Dans une démocratie, conçue comme un projet politique, fondé sur les besoins de protection des intérêts individuels, les citoyens ont le droit de chercher à construire des projets de vie à hauteur humaine. Les traditions, et parmi elles les religions, offrent des idéaux de vie et des ressources de sens pour élever l’homme au-delà de ses intérêts de bien-être vers la recherche d’une vie accomplie et digne d’être vécue. Les États démocratiques sont des institutions sociales distinctes des religions, et donc neutres par rapport aux différents discours de tradition, mais chargées de valeurs : les déclarations des droits de l’homme sont l’expression de ces principes sans lesquels les États démocratiques seraient dépourvus de légitimité.

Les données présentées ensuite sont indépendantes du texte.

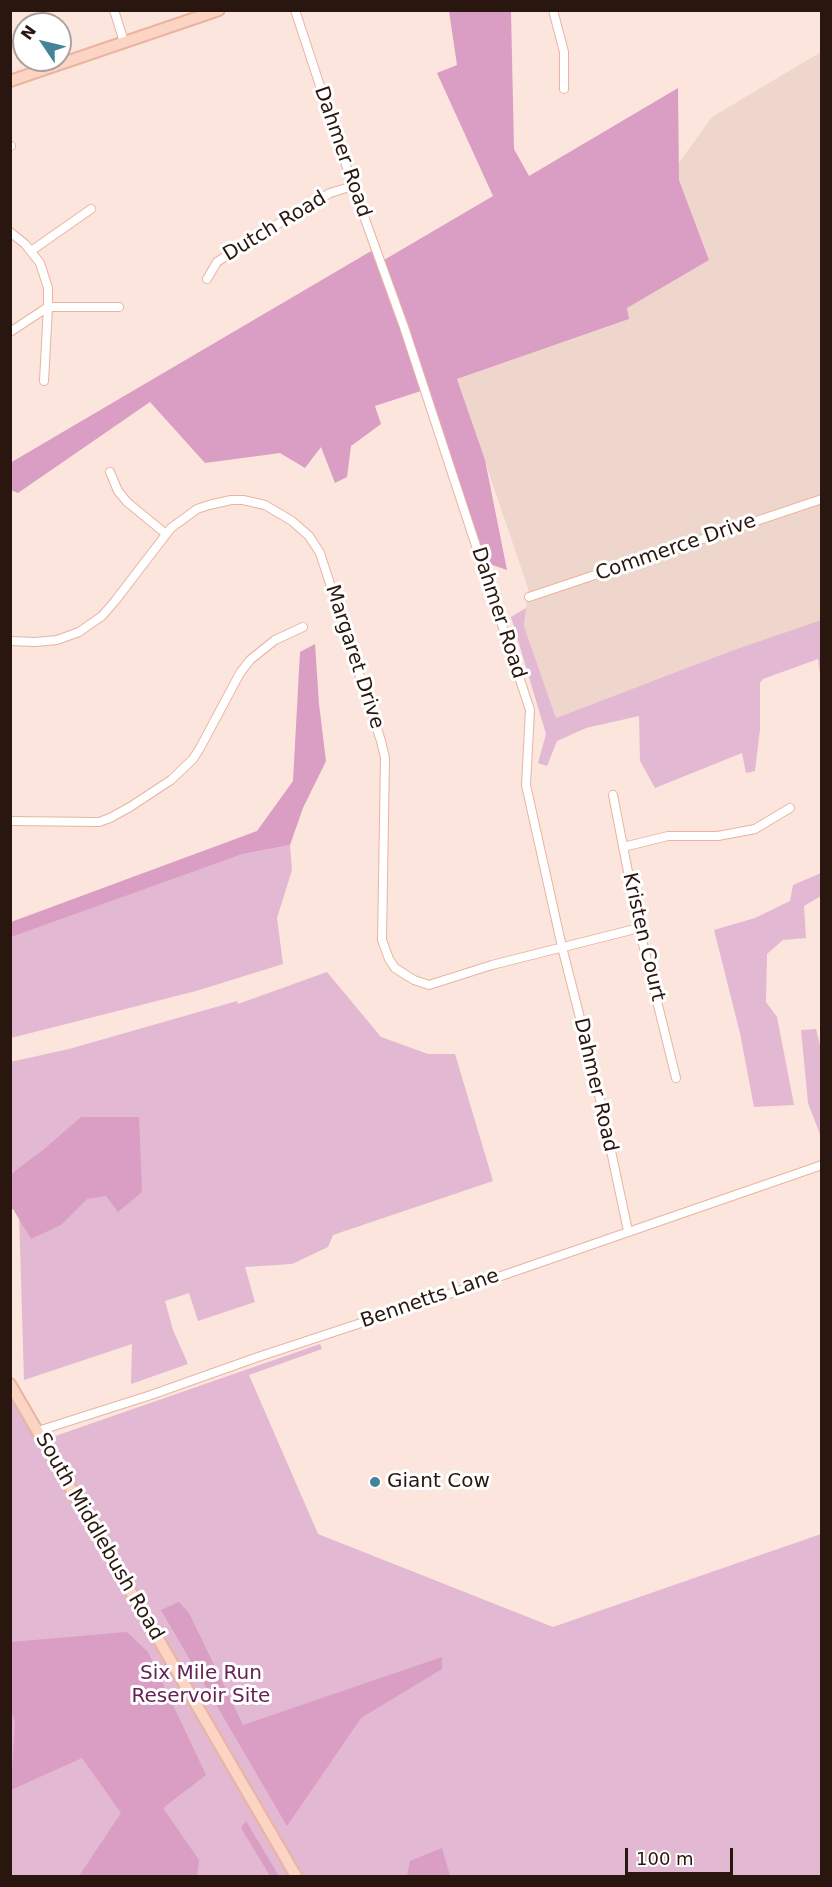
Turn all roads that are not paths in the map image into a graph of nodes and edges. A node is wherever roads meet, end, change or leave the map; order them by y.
1 (114, 10) edge
2 (219, 10) edge
3 (295, 10) edge
4 (553, 10) edge
5 (124, 42) junction
6 (10, 81) edge
7 (564, 89) dead end
8 (353, 186) junction
9 (91, 209) dead end
10 (10, 232) edge
11 (31, 251) junction
12 (207, 279) dead end
13 (48, 307) junction
14 (119, 307) dead end
15 (10, 332) edge
16 (44, 381) dead end
17 (110, 472) dead end
18 (822, 499) edge
19 (166, 534) junction
20 (530, 597) dead end
21 (303, 627) dead end
22 (10, 641) edge
23 (613, 795) dead end
24 (790, 808) dead end
25 (10, 821) edge
26 (623, 847) junction
27 (639, 928) junction
28 (562, 947) junction
29 (676, 1078) dead end
30 (822, 1165) edge
31 (628, 1231) junction
32 (10, 1384) edge
33 (38, 1431) junction
34 (296, 1876) edge

1 - 5 street
2 - 5 street
3 - 8 street, Dahmer Road
4 - 7 street
5 - 6 street
8 - 12 street, Dutch Road
8 - 28 street, Dahmer Road
9 - 11 street
10 - 11 street
11 - 13 street
13 - 14 street
13 - 15 street
13 - 16 street
17 - 19 street
18 - 20 street, Commerce Drive
19 - 22 street, Margaret Drive
19 - 28 street, Margaret Drive
21 - 25 street
23 - 26 street, Kristen Court
24 - 26 street
26 - 27 street, Kristen Court
27 - 28 street, Margaret Drive
27 - 29 street, Kristen Court
28 - 31 street, Dahmer Road
30 - 31 street, Bennetts Lane
31 - 33 street, Bennetts Lane
32 - 33 street, South Middlebush Road
33 - 34 street, South Middlebush Road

Penser ainsi la démocratie, ce n’est pas penser à une forme unique et fixée une fois pour toutes ; il s’agit d’un projet humain en permanente construction, appelé à se dépasser en permanence pour faire face aux contingences de l’histoire et aux revendications des exclus. Les religions montrent aux sociétés l’existence d’un au-delà qui les transcende et qui les pousse à se risquer dans l’histoire ; elles sont une ressource formidable de sens et un lieu d’apprentissage éthique grâce à leurs propositions de vie bonne, invitant les hommes à une action qui les sort d’eux-mêmes. Elles sont aussi un « autre » de la société, un pôle critique porteur des questions sur le sens de la justice dans une démocratie qui risque de se contenter de la légalité de ses procédures.
Ce double apprentissage ne conduit pas à prôner une nouvelle alliance entre le trône et l’autel. Ce sont deux institutions différentes, qui ont leur sens et leur consistance propres. Mais les sociétés perdraient beaucoup de « densité humaine » en ignorant les apports que peuvent offrir des traditions qui se placent ailleurs qu’une raison technique capable de discerner l’efficacité des moyens, et de négocier une pluralité d’intérêts. La démocratie est le moyen que les hommes se donnent pour construire la cité humaine, un projet de vie au service de l’humanité et de ses fins les plus hautes ; le désaccord sur le contenu de ses fins, propre aux régimes du pluralisme démocratique, n’implique pas que les hommes renoncent à un projet de vie digne d’être vécue.
2 / La « raison communicationnelle » s’oppose à la raison stratégique. Elle est dirigée vers la construction des consensus à partir de la soumission des interlocuteurs aux règles du débat raisonnable et à la force du meilleur argument. La raison stratégique, qui cherche à trouver les moyens les plus efficaces pour accéder aux buts, est incapable de discerner les fins de l’action.
3 / Voir Jürgen Habermas, et Joseph Ratzinger, « Les Fondements prépolitiques de l’État démocratique ». Esprit , nº 236 (juillet 2004), pp. 5-28.
4 / Jürgen Habermas, Foi et Savoir, loc. cit. , p. 165.